Dataset entries:
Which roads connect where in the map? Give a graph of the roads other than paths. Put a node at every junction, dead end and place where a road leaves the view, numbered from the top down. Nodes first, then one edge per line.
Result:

--

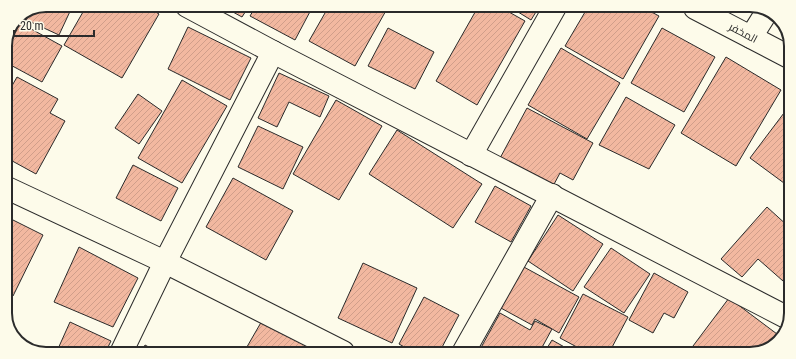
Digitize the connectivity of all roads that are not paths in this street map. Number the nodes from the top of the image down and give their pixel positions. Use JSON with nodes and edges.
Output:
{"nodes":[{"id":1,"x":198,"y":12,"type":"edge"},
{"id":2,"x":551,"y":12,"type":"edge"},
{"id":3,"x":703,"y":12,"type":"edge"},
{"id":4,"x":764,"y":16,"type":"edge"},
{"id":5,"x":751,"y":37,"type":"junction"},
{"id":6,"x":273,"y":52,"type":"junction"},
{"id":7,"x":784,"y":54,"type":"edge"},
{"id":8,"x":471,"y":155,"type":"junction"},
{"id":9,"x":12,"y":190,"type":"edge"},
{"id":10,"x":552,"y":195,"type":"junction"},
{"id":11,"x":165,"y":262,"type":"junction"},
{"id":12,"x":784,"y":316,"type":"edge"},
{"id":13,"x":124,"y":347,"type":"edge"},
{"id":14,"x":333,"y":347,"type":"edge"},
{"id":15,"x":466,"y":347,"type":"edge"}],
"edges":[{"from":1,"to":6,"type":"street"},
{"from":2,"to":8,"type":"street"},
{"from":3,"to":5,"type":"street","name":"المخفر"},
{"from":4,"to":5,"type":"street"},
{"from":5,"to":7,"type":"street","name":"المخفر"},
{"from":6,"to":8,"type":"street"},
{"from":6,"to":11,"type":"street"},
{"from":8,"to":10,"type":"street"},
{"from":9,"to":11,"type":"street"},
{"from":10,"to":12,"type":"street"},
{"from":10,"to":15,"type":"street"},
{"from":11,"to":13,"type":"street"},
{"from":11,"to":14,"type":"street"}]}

Task goal: Go through the lines above and copy any that contain "roads".

Written reply:
Which roads connect where in the map? Give a graph of the roads other than paths. Put a node at every junction, dead end and place where a road leaves the view, numbered from the top down. Nodes first, then one edge per line.
Digitize the connectivity of all roads that are not paths in this street map. Number the nodes from the top of the image down and give their pixel positions. Use JSON with nodes and edges.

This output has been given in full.